=== SOURCE RECORDS ===
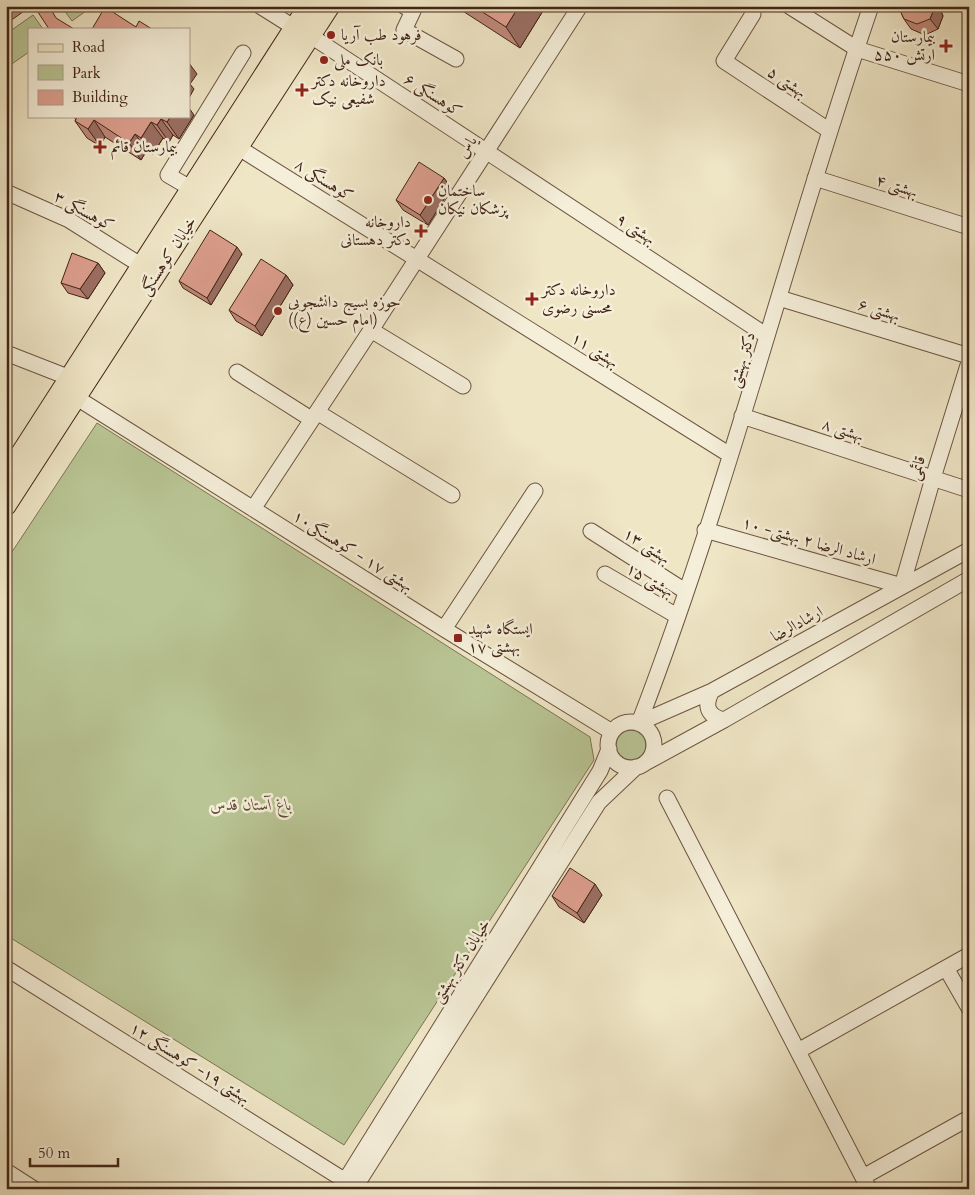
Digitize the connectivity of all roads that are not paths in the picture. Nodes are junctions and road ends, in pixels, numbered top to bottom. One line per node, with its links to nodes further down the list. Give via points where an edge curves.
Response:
1 (260, 6): 9 (street, کوهسنگی ۶)
2 (308, 6): 9 (main road, خیابان کوهسنگی)
3 (330, 6): 9 (main road, خیابان کوهسنگی)
4 (404, 6): 12 (street, via 412,11 404,30)
5 (580, 6): 16 (street, یاس)
6 (789, 6): 10 (street)
7 (871, 6): 10 (street, دکتر بهشتی)
8 (753, 14): 14 (street, بهشتی ۵, via 724,61)
9 (303, 32): 15 (main road, خیابان کوهسنگی); 16 (street, کوهسنگی ۶); 18 (main road, خیابان کوهسنگی)
10 (857, 49): 13 (street); 14 (street, دکتر بهشتی)
11 (244, 53): 18 (street, via 168,175)
12 (456, 59)
13 (969, 84)
14 (830, 131): 17 (street, دکتر بهشتی)
15 (239, 148): 21 (street, کوهسنگی ۸); 32 (main road, خیابان کوهسنگی)
16 (485, 151): 21 (street, یاس); 25 (street, بهشتی ۹)
17 (815, 178): 20 (street, بهشتی ۴); 23 (street, دکتر بهشتی)
18 (192, 189): 22 (main road, خیابان کوهسنگی)
19 (6, 192): 22 (street, کوهسنگی ۳, via 69,220)
20 (969, 227)
21 (416, 258): 24 (street, یاس); 35 (street, بهشتی ۱۱)
22 (142, 266): 30 (main road, خیابان کوهسنگی)
23 (779, 298): 25 (street, دکتر بهشتی); 27 (street, بهشتی ۶)
24 (371, 330): 31 (street); 33 (street, یاس)
25 (768, 336): 34 (street, دکتر بهشتی)
26 (6, 353): 30 (street)
27 (969, 356)
28 (969, 362): 38 (street, قائمی)
29 (237, 372): 33 (street)
30 (67, 377): 36 (street); 37 (main road, خیابان کوهسنگی)
31 (463, 386)
32 (77, 398): 42 (main road, خیابان کوهسنگی); 43 (street, بهشتی ۱۷ - کوهسنگی۱۰)
33 (314, 416): 41 (street); 43 (street, یاس)
34 (742, 416): 35 (street, دکتر بهشتی); 38 (street, بهشتی ۸)
35 (730, 455): 44 (street, دکتر بهشتی)
36 (6, 462)
37 (6, 476)
38 (932, 478): 39 (street, بهشتی ۸); 49 (street, قائمی)
39 (969, 490)
40 (535, 491): 52 (street)
41 (452, 495)
42 (6, 506)
43 (253, 509): 52 (street, بهشتی ۱۷ - کوهسنگی۱۰)
44 (705, 530): 49 (street, ارشاد الرضا ۲ بهشتی- ۱۰); 50 (street, دکتر بهشتی)
45 (591, 531): 50 (street, بهشتی ۱۳)
46 (969, 550): 49 (street, ارشادالرضا)
47 (605, 574): 51 (street, بهشتی ۱۵)
48 (969, 579): 54 (street)
49 (902, 586): 53 (street, ارشادالرضا)
50 (685, 591): 51 (street, دکتر بهشتی)
51 (677, 616): 55 (street, دکتر بهشتی)
52 (444, 629): 56 (street, بهشتی ۱۷ - کوهسنگی۱۰)
53 (712, 691): 54 (street, via 707,706 716,718); 55 (street, ارشادالرضا)
54 (724, 720): 58 (street)
55 (639, 723): 56 (street, via 621,724); 58 (street, via 648,729 654,740 653,752)
56 (612, 732): 57 (street)
57 (609, 750): 58 (street, via 619,764 630,768); 68 (street, خیابان دکتر بهشتی, via 595,779)
58 (641, 764): 68 (street, خیابان دکتر بهشتی, via 599,802)
59 (667, 798): 64 (street)
60 (969, 955): 62 (street)
61 (6, 968): 68 (street, بهشتی ۱۹- کوهسنگی ۱۲)
62 (946, 968): 63 (street); 64 (street)
63 (969, 1008)
64 (798, 1051): 67 (street)
65 (969, 1118): 67 (street)
66 (6, 1171): 69 (street)
67 (866, 1183)
68 (348, 1186)
69 (34, 1189)

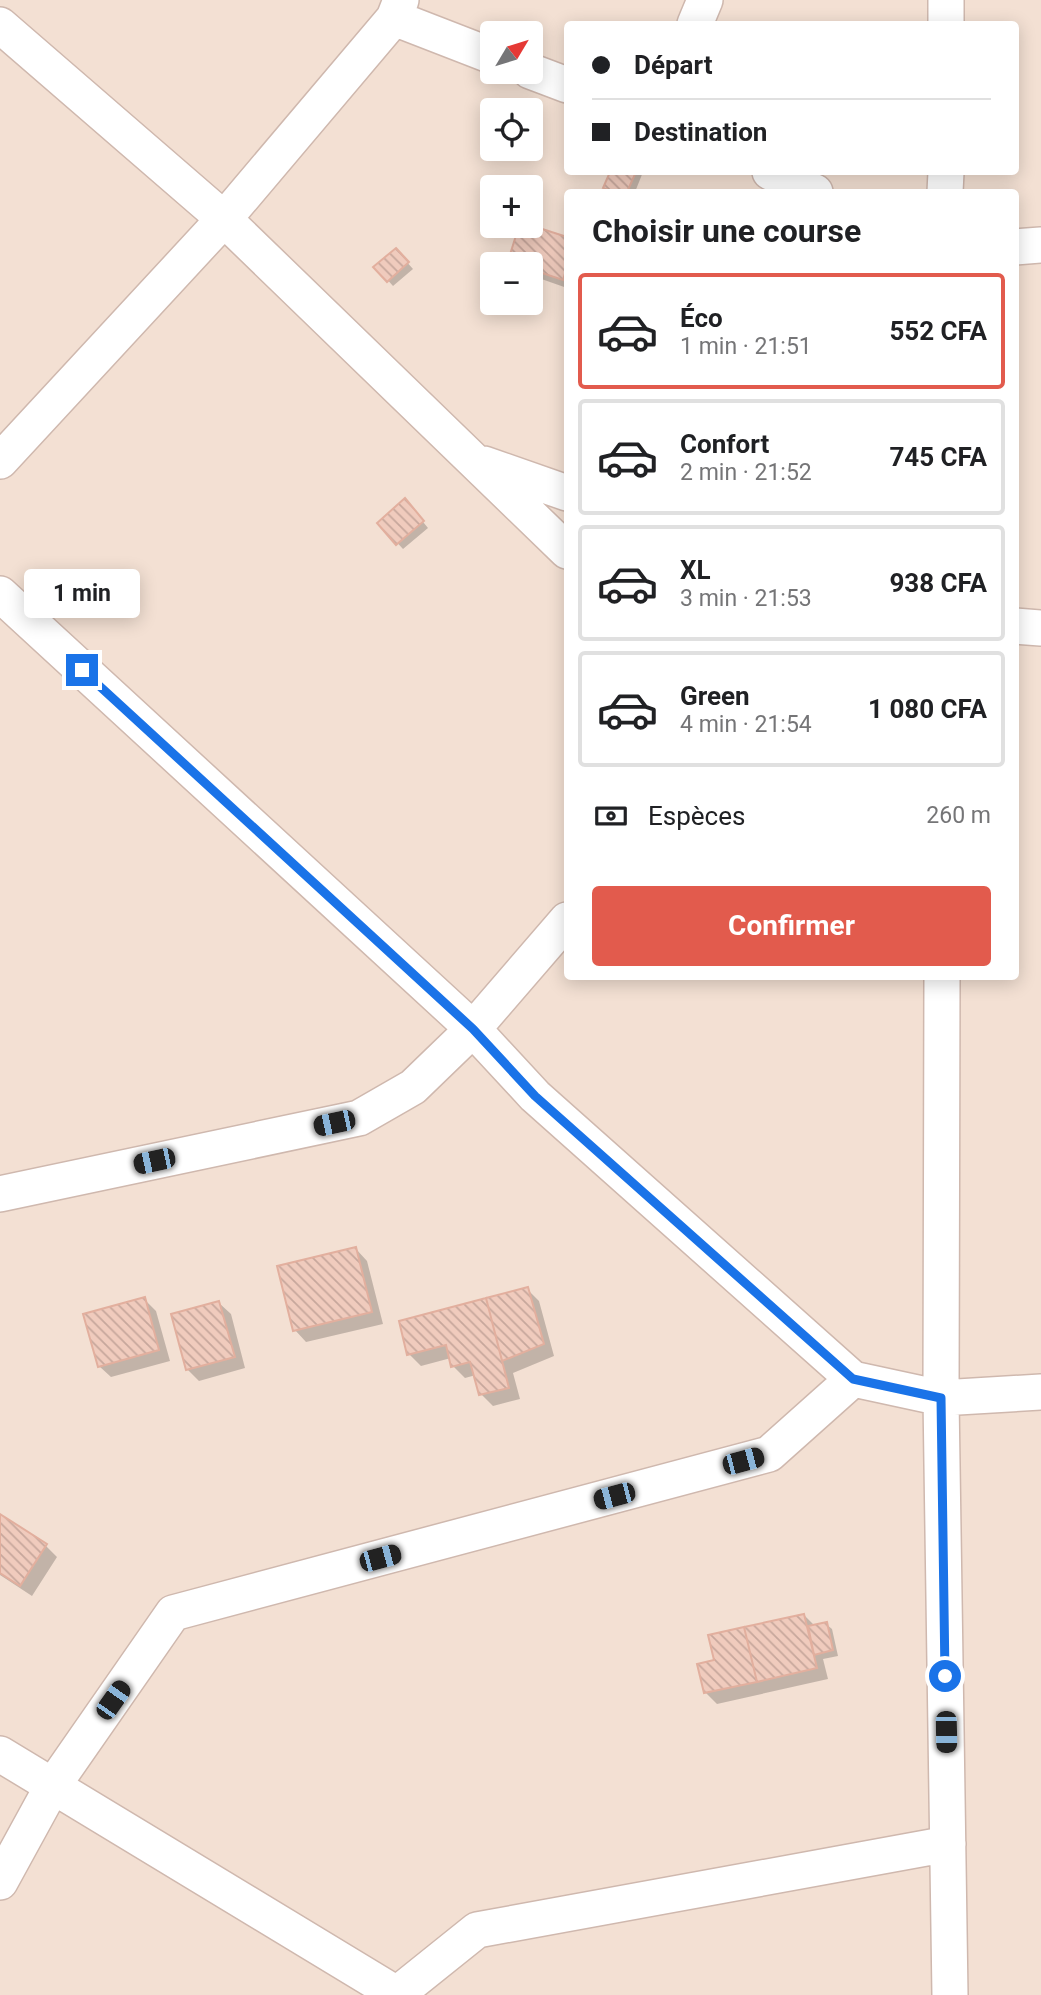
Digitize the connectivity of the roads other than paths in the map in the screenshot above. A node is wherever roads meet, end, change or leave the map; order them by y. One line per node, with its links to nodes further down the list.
1 (705, 0): 4 (street)
2 (946, 0): 5 (street)
3 (397, 9): 7 (street); 12 (street)
4 (696, 21)
5 (946, 21)
6 (0, 25): 12 (street)
7 (480, 50)
8 (543, 76): 9 (street)
9 (564, 84)
10 (777, 175): 11 (street)
11 (808, 189)
12 (224, 219): 15 (street); 16 (street)
13 (1041, 245): 14 (street)
14 (1019, 247)
15 (0, 461)
16 (474, 461): 17 (street); 18 (street)
17 (564, 492)
18 (564, 548)
19 (0, 594): 24 (street)
20 (1019, 626): 21 (street)
21 (1041, 628)
22 (564, 923): 24 (street)
23 (942, 980): 28 (street)
24 (473, 1029): 25 (street); 26 (street)
25 (0, 1194)
26 (853, 1379): 28 (street); 30 (street)
27 (1041, 1392): 28 (street)
28 (941, 1398): 31 (street)
29 (0, 1754): 30 (street)
30 (52, 1787): 32 (street); 33 (street)
31 (948, 1844): 33 (street); 34 (street)
32 (0, 1882)
33 (397, 1995)
34 (950, 1995)

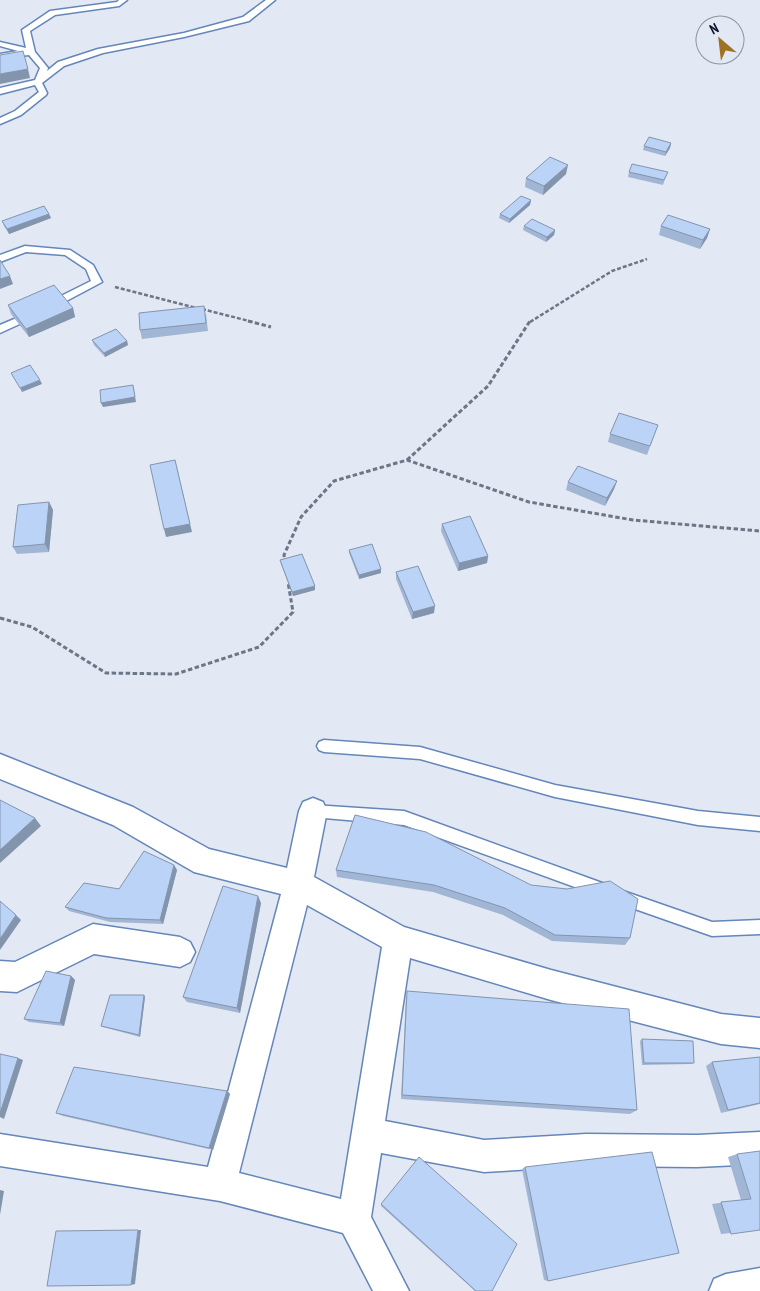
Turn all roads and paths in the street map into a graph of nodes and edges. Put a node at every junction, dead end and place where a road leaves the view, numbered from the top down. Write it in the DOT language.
graph roads {
  1 [pos="123,0"];
  2 [pos="271,0"];
  3 [pos="0,44"];
  4 [pos="31,52"];
  5 [pos="0,56"];
  6 [pos="38,82"];
  7 [pos="0,92"];
  8 [pos="0,121"];
  9 [pos="0,259"];
  10 [pos="647,259"];
  11 [pos="97,282"];
  12 [pos="271,327"];
  13 [pos="0,329"];
  14 [pos="407,460"];
  15 [pos="760,531"];
  16 [pos="285,564"];
  17 [pos="287,574"];
  18 [pos="0,618"];
  19 [pos="324,746"];
  20 [pos="0,766"];
  21 [pos="313,810"];
  22 [pos="760,824"];
  23 [pos="298,884"];
  24 [pos="760,927"];
  25 [pos="398,940"];
  26 [pos="180,952"];
  27 [pos="0,976"];
  28 [pos="760,1033"];
  29 [pos="378,1136"];
  30 [pos="760,1148"];
  31 [pos="0,1150"];
  32 [pos="220,1184"];
  33 [pos="354,1219"];
  34 [pos="760,1285"];
  35 [pos="392,1291"];
  36 [pos="726,1291"];
  1 -- 4 [label="lane"];
  2 -- 6 [label="lane"];
  3 -- 4 [label="lane"];
  4 -- 5 [label="lane"];
  4 -- 6 [label="lane"];
  6 -- 7 [label="lane"];
  6 -- 8 [label="lane"];
  9 -- 11 [label="lane"];
  10 -- 14 [label="path"];
  11 -- 12 [label="path"];
  11 -- 13 [label="lane"];
  14 -- 15 [label="path"];
  14 -- 16 [label="path"];
  17 -- 18 [label="path"];
  19 -- 22 [label="lane"];
  20 -- 23 [label="street"];
  21 -- 23 [label="street"];
  21 -- 24 [label="lane"];
  23 -- 25 [label="street"];
  23 -- 32 [label="street"];
  25 -- 28 [label="street"];
  25 -- 33 [label="street"];
  26 -- 27 [label="street"];
  29 -- 30 [label="street"];
  31 -- 32 [label="street"];
  32 -- 33 [label="street"];
  33 -- 35 [label="street"];
  34 -- 36 [label="street"];
}
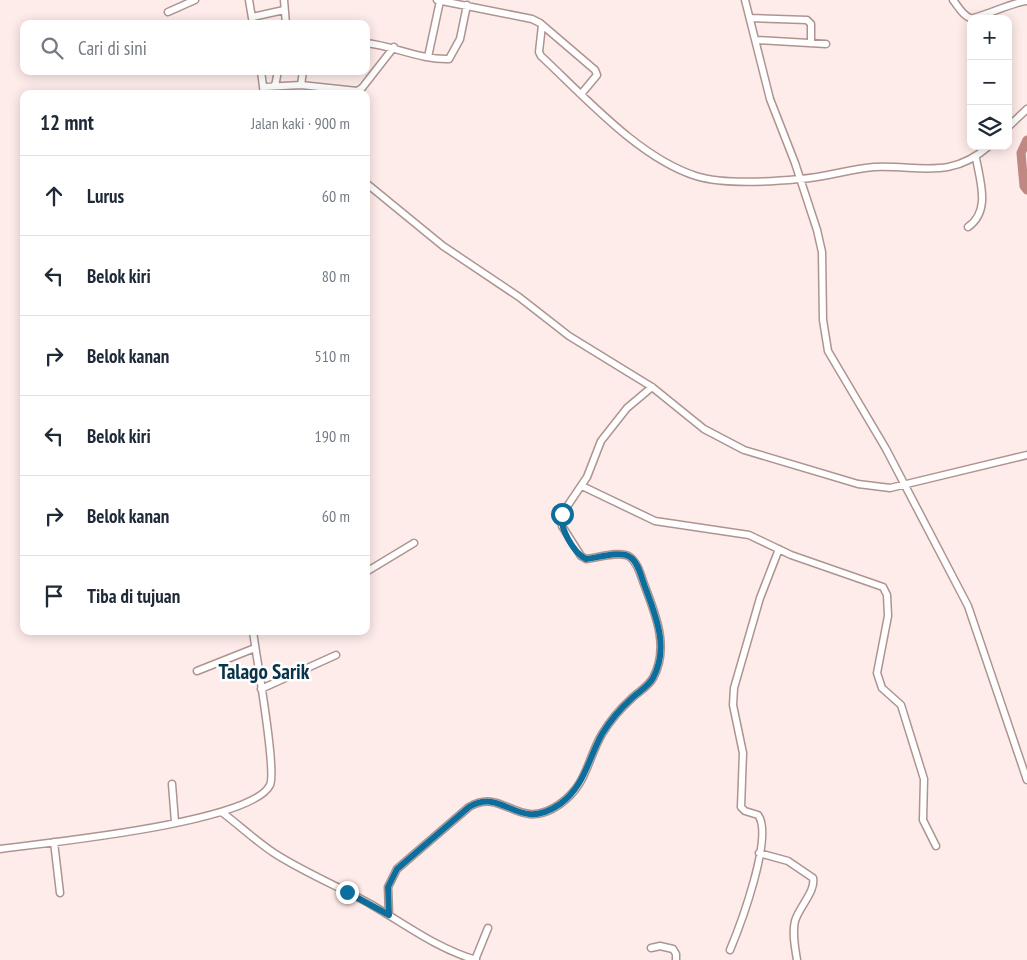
===
[WHAT TO DO]
Write the listing out again in full and unchanged, minus any pictures.

[RESULT]
Digitize the connectivity of all roads that are not paths in the picture. Nodes are junctions and road ends, in pixels, numbered top to bottom. One line per node, with its links to nodes further down the list. Give via points where an edge curves.
Response:
1 (260, 6): 9 (street, کوهسنگی ۶)
2 (308, 6): 9 (main road, خیابان کوهسنگی)
3 (330, 6): 9 (main road, خیابان کوهسنگی)
4 (404, 6): 12 (street, via 412,11 404,30)
5 (580, 6): 16 (street, یاس)
6 (789, 6): 10 (street)
7 (871, 6): 10 (street, دکتر بهشتی)
8 (753, 14): 14 (street, بهشتی ۵, via 724,61)
9 (303, 32): 15 (main road, خیابان کوهسنگی); 16 (street, کوهسنگی ۶); 18 (main road, خیابان کوهسنگی)
10 (857, 49): 13 (street); 14 (street, دکتر بهشتی)
11 (244, 53): 18 (street, via 168,175)
12 (456, 59)
13 (969, 84)
14 (830, 131): 17 (street, دکتر بهشتی)
15 (239, 148): 21 (street, کوهسنگی ۸); 32 (main road, خیابان کوهسنگی)
16 (485, 151): 21 (street, یاس); 25 (street, بهشتی ۹)
17 (815, 178): 20 (street, بهشتی ۴); 23 (street, دکتر بهشتی)
18 (192, 189): 22 (main road, خیابان کوهسنگی)
19 (6, 192): 22 (street, کوهسنگی ۳, via 69,220)
20 (969, 227)
21 (416, 258): 24 (street, یاس); 35 (street, بهشتی ۱۱)
22 (142, 266): 30 (main road, خیابان کوهسنگی)
23 (779, 298): 25 (street, دکتر بهشتی); 27 (street, بهشتی ۶)
24 (371, 330): 31 (street); 33 (street, یاس)
25 (768, 336): 34 (street, دکتر بهشتی)
26 (6, 353): 30 (street)
27 (969, 356)
28 (969, 362): 38 (street, قائمی)
29 (237, 372): 33 (street)
30 (67, 377): 36 (street); 37 (main road, خیابان کوهسنگی)
31 (463, 386)
32 (77, 398): 42 (main road, خیابان کوهسنگی); 43 (street, بهشتی ۱۷ - کوهسنگی۱۰)
33 (314, 416): 41 (street); 43 (street, یاس)
34 (742, 416): 35 (street, دکتر بهشتی); 38 (street, بهشتی ۸)
35 (730, 455): 44 (street, دکتر بهشتی)
36 (6, 462)
37 (6, 476)
38 (932, 478): 39 (street, بهشتی ۸); 49 (street, قائمی)
39 (969, 490)
40 (535, 491): 52 (street)
41 (452, 495)
42 (6, 506)
43 (253, 509): 52 (street, بهشتی ۱۷ - کوهسنگی۱۰)
44 (705, 530): 49 (street, ارشاد الرضا ۲ بهشتی- ۱۰); 50 (street, دکتر بهشتی)
45 (591, 531): 50 (street, بهشتی ۱۳)
46 (969, 550): 49 (street, ارشادالرضا)
47 (605, 574): 51 (street, بهشتی ۱۵)
48 (969, 579): 54 (street)
49 (902, 586): 53 (street, ارشادالرضا)
50 (685, 591): 51 (street, دکتر بهشتی)
51 (677, 616): 55 (street, دکتر بهشتی)
52 (444, 629): 56 (street, بهشتی ۱۷ - کوهسنگی۱۰)
53 (712, 691): 54 (street, via 707,706 716,718); 55 (street, ارشادالرضا)
54 (724, 720): 58 (street)
55 (639, 723): 56 (street, via 621,724); 58 (street, via 648,729 654,740 653,752)
56 (612, 732): 57 (street)
57 (609, 750): 58 (street, via 619,764 630,768); 68 (street, خیابان دکتر بهشتی, via 595,779)
58 (641, 764): 68 (street, خیابان دکتر بهشتی, via 599,802)
59 (667, 798): 64 (street)
60 (969, 955): 62 (street)
61 (6, 968): 68 (street, بهشتی ۱۹- کوهسنگی ۱۲)
62 (946, 968): 63 (street); 64 (street)
63 (969, 1008)
64 (798, 1051): 67 (street)
65 (969, 1118): 67 (street)
66 (6, 1171): 69 (street)
67 (866, 1183)
68 (348, 1186)
69 (34, 1189)

Digitize the connectivity of the roads other than paths in the map in the screenshot above. A node is wherever roads meet, end, change or leave the map; order them by y. One line per node, with its links to nodes further down the list.
1 (705, 0): 4 (street)
2 (946, 0): 5 (street)
3 (397, 9): 7 (street); 12 (street)
4 (696, 21)
5 (946, 21)
6 (0, 25): 12 (street)
7 (480, 50)
8 (543, 76): 9 (street)
9 (564, 84)
10 (777, 175): 11 (street)
11 (808, 189)
12 (224, 219): 15 (street); 16 (street)
13 (1041, 245): 14 (street)
14 (1019, 247)
15 (0, 461)
16 (474, 461): 17 (street); 18 (street)
17 (564, 492)
18 (564, 548)
19 (0, 594): 24 (street)
20 (1019, 626): 21 (street)
21 (1041, 628)
22 (564, 923): 24 (street)
23 (942, 980): 28 (street)
24 (473, 1029): 25 (street); 26 (street)
25 (0, 1194)
26 (853, 1379): 28 (street); 30 (street)
27 (1041, 1392): 28 (street)
28 (941, 1398): 31 (street)
29 (0, 1754): 30 (street)
30 (52, 1787): 32 (street); 33 (street)
31 (948, 1844): 33 (street); 34 (street)
32 (0, 1882)
33 (397, 1995)
34 (950, 1995)

Turn all roads and paths in the street map into a graph of nodes and edges. Put a node at every junction, dead end and place where a road leaves the view, numbered from the top down. Write it in the DOT language.
graph roads {
  1 [pos="123,0"];
  2 [pos="271,0"];
  3 [pos="0,44"];
  4 [pos="31,52"];
  5 [pos="0,56"];
  6 [pos="38,82"];
  7 [pos="0,92"];
  8 [pos="0,121"];
  9 [pos="0,259"];
  10 [pos="647,259"];
  11 [pos="97,282"];
  12 [pos="271,327"];
  13 [pos="0,329"];
  14 [pos="407,460"];
  15 [pos="760,531"];
  16 [pos="285,564"];
  17 [pos="287,574"];
  18 [pos="0,618"];
  19 [pos="324,746"];
  20 [pos="0,766"];
  21 [pos="313,810"];
  22 [pos="760,824"];
  23 [pos="298,884"];
  24 [pos="760,927"];
  25 [pos="398,940"];
  26 [pos="180,952"];
  27 [pos="0,976"];
  28 [pos="760,1033"];
  29 [pos="378,1136"];
  30 [pos="760,1148"];
  31 [pos="0,1150"];
  32 [pos="220,1184"];
  33 [pos="354,1219"];
  34 [pos="760,1285"];
  35 [pos="392,1291"];
  36 [pos="726,1291"];
  1 -- 4 [label="lane"];
  2 -- 6 [label="lane"];
  3 -- 4 [label="lane"];
  4 -- 5 [label="lane"];
  4 -- 6 [label="lane"];
  6 -- 7 [label="lane"];
  6 -- 8 [label="lane"];
  9 -- 11 [label="lane"];
  10 -- 14 [label="path"];
  11 -- 12 [label="path"];
  11 -- 13 [label="lane"];
  14 -- 15 [label="path"];
  14 -- 16 [label="path"];
  17 -- 18 [label="path"];
  19 -- 22 [label="lane"];
  20 -- 23 [label="street"];
  21 -- 23 [label="street"];
  21 -- 24 [label="lane"];
  23 -- 25 [label="street"];
  23 -- 32 [label="street"];
  25 -- 28 [label="street"];
  25 -- 33 [label="street"];
  26 -- 27 [label="street"];
  29 -- 30 [label="street"];
  31 -- 32 [label="street"];
  32 -- 33 [label="street"];
  33 -- 35 [label="street"];
  34 -- 36 [label="street"];
}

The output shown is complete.